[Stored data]
# # #

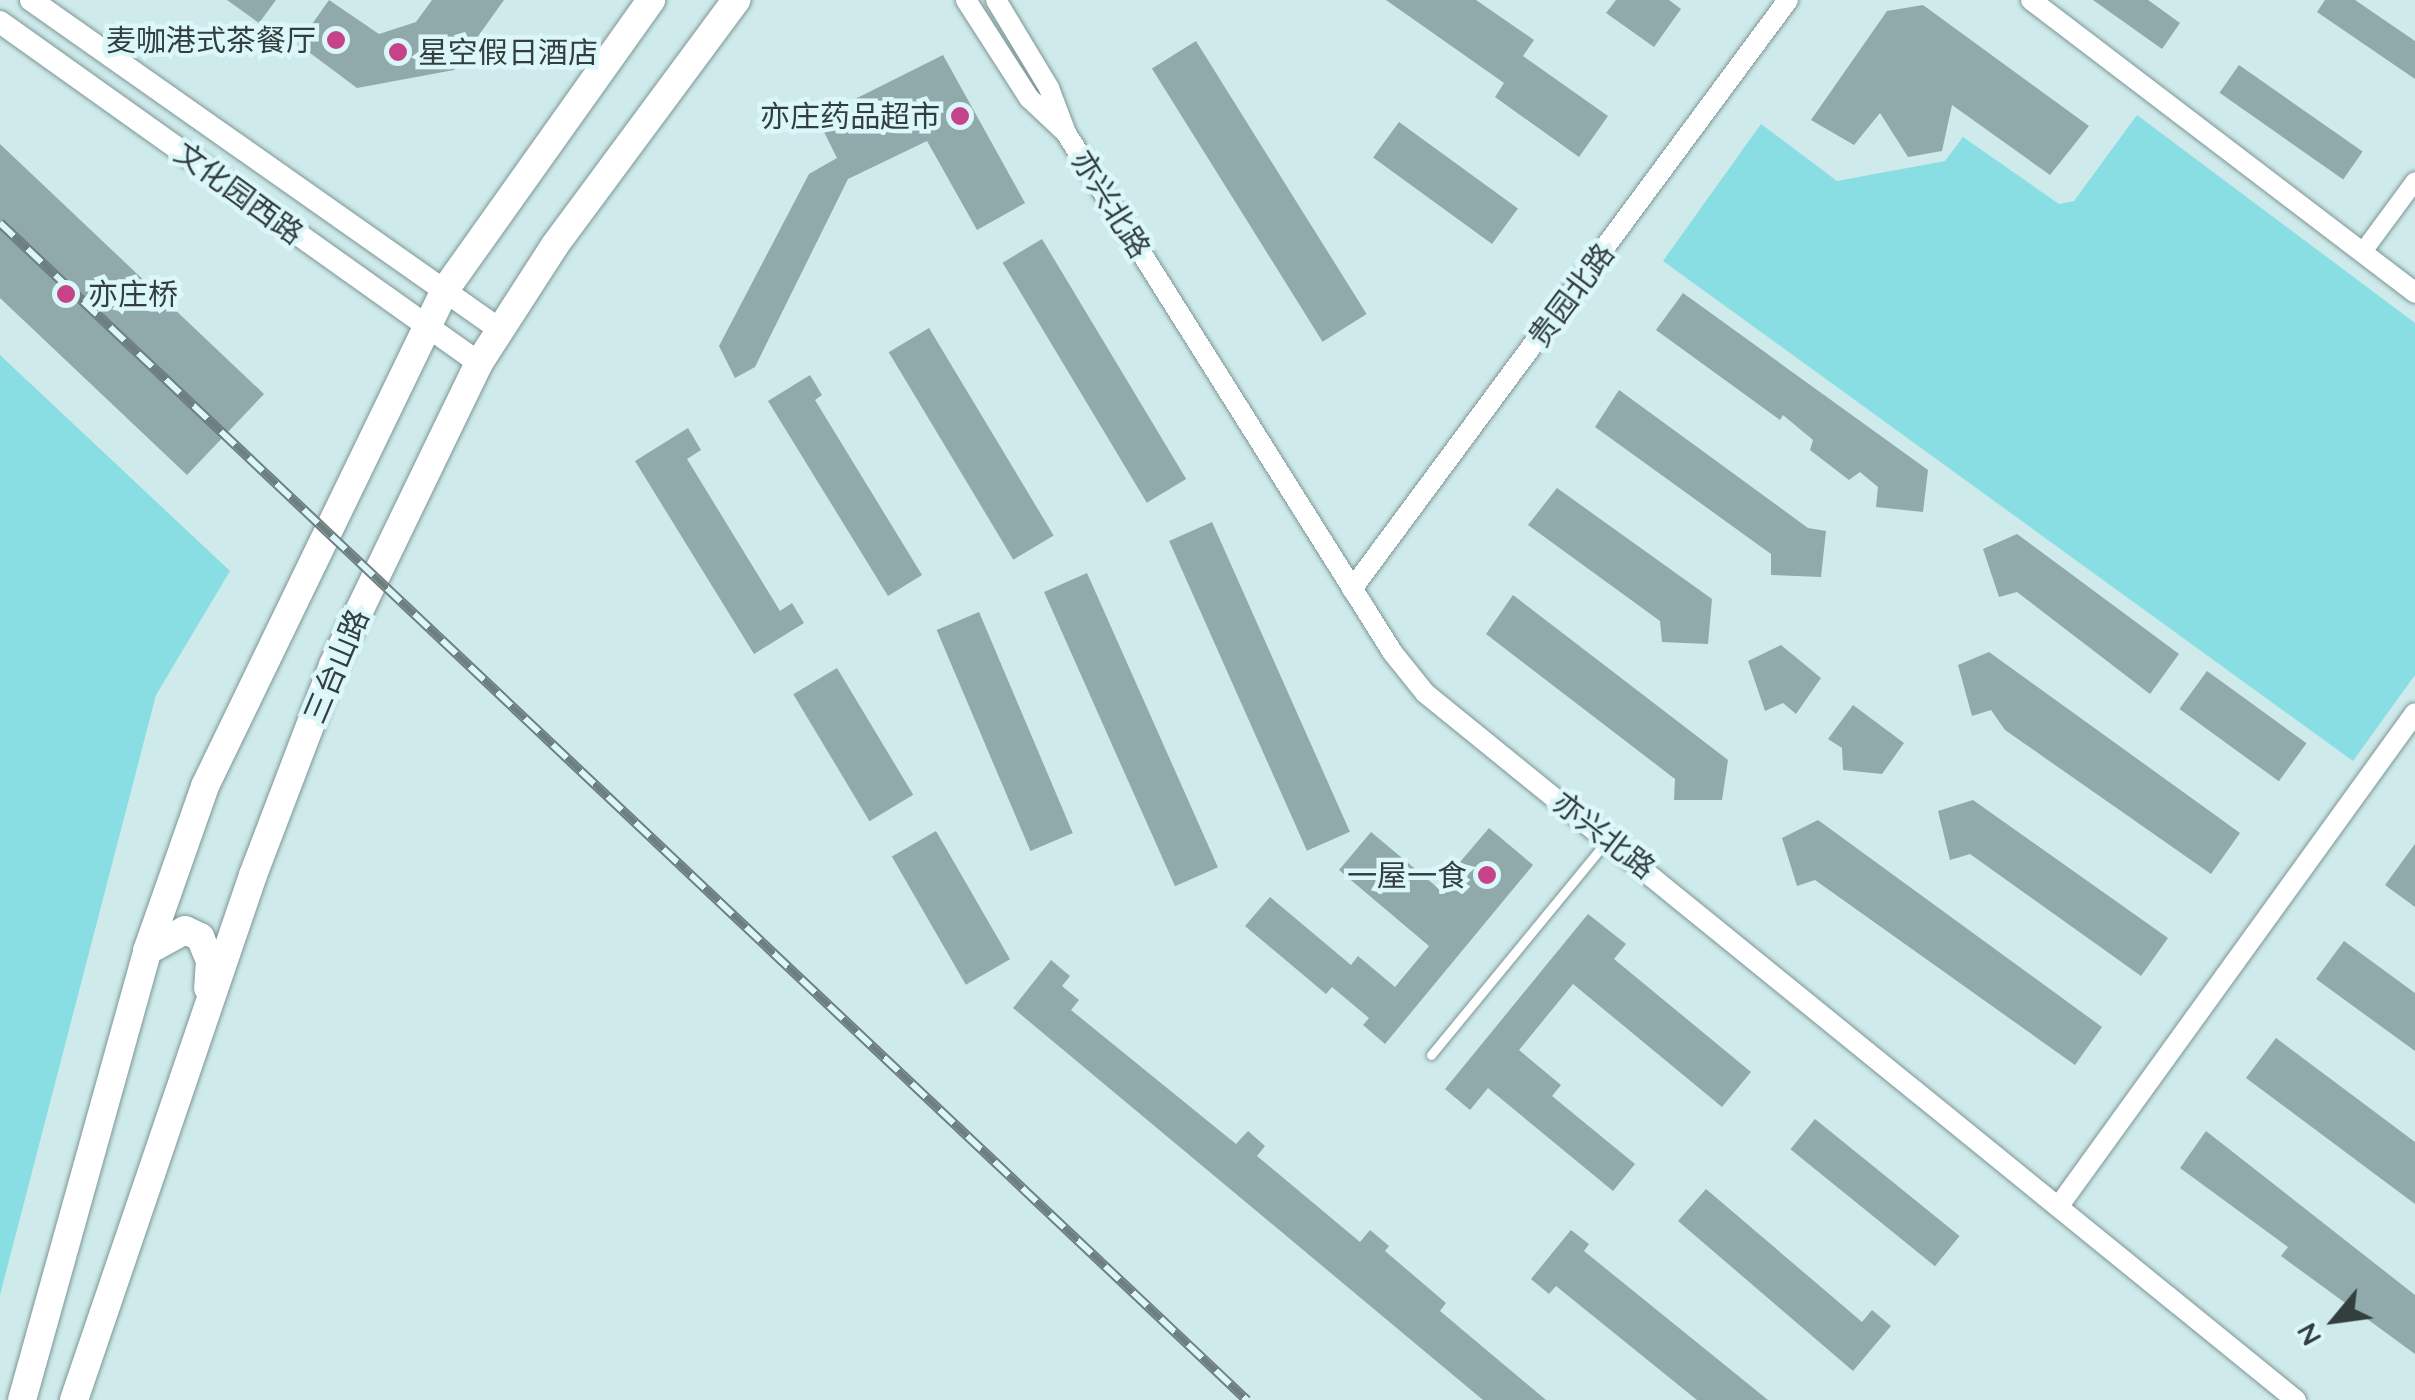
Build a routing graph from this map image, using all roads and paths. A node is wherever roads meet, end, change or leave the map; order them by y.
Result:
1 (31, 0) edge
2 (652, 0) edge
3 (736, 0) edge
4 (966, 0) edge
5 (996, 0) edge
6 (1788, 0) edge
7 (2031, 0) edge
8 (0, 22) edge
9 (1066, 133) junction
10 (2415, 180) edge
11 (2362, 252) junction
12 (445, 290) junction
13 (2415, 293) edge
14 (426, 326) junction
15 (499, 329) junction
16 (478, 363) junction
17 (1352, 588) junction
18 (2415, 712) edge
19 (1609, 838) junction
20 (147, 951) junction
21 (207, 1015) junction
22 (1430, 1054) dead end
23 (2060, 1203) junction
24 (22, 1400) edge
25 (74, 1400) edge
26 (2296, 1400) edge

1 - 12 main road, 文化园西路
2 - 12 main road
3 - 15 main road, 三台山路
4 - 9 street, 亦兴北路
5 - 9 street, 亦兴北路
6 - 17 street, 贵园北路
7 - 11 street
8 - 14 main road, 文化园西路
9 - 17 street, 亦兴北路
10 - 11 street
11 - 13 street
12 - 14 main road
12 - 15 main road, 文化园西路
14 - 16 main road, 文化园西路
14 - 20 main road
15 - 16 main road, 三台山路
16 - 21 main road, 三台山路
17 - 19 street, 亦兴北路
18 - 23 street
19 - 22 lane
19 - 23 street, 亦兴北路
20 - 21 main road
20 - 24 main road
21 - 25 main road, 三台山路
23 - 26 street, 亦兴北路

# # #

EXERCISE DESCRIPTION: Could every line above be set down exactly, with the pictures omitted?

RESPONSE:
Build a routing graph from this map image, using all roads and paths. A node is wherever roads meet, end, change or leave the map; order them by y.
Result:
1 (31, 0) edge
2 (652, 0) edge
3 (736, 0) edge
4 (966, 0) edge
5 (996, 0) edge
6 (1788, 0) edge
7 (2031, 0) edge
8 (0, 22) edge
9 (1066, 133) junction
10 (2415, 180) edge
11 (2362, 252) junction
12 (445, 290) junction
13 (2415, 293) edge
14 (426, 326) junction
15 (499, 329) junction
16 (478, 363) junction
17 (1352, 588) junction
18 (2415, 712) edge
19 (1609, 838) junction
20 (147, 951) junction
21 (207, 1015) junction
22 (1430, 1054) dead end
23 (2060, 1203) junction
24 (22, 1400) edge
25 (74, 1400) edge
26 (2296, 1400) edge

1 - 12 main road, 文化园西路
2 - 12 main road
3 - 15 main road, 三台山路
4 - 9 street, 亦兴北路
5 - 9 street, 亦兴北路
6 - 17 street, 贵园北路
7 - 11 street
8 - 14 main road, 文化园西路
9 - 17 street, 亦兴北路
10 - 11 street
11 - 13 street
12 - 14 main road
12 - 15 main road, 文化园西路
14 - 16 main road, 文化园西路
14 - 20 main road
15 - 16 main road, 三台山路
16 - 21 main road, 三台山路
17 - 19 street, 亦兴北路
18 - 23 street
19 - 22 lane
19 - 23 street, 亦兴北路
20 - 21 main road
20 - 24 main road
21 - 25 main road, 三台山路
23 - 26 street, 亦兴北路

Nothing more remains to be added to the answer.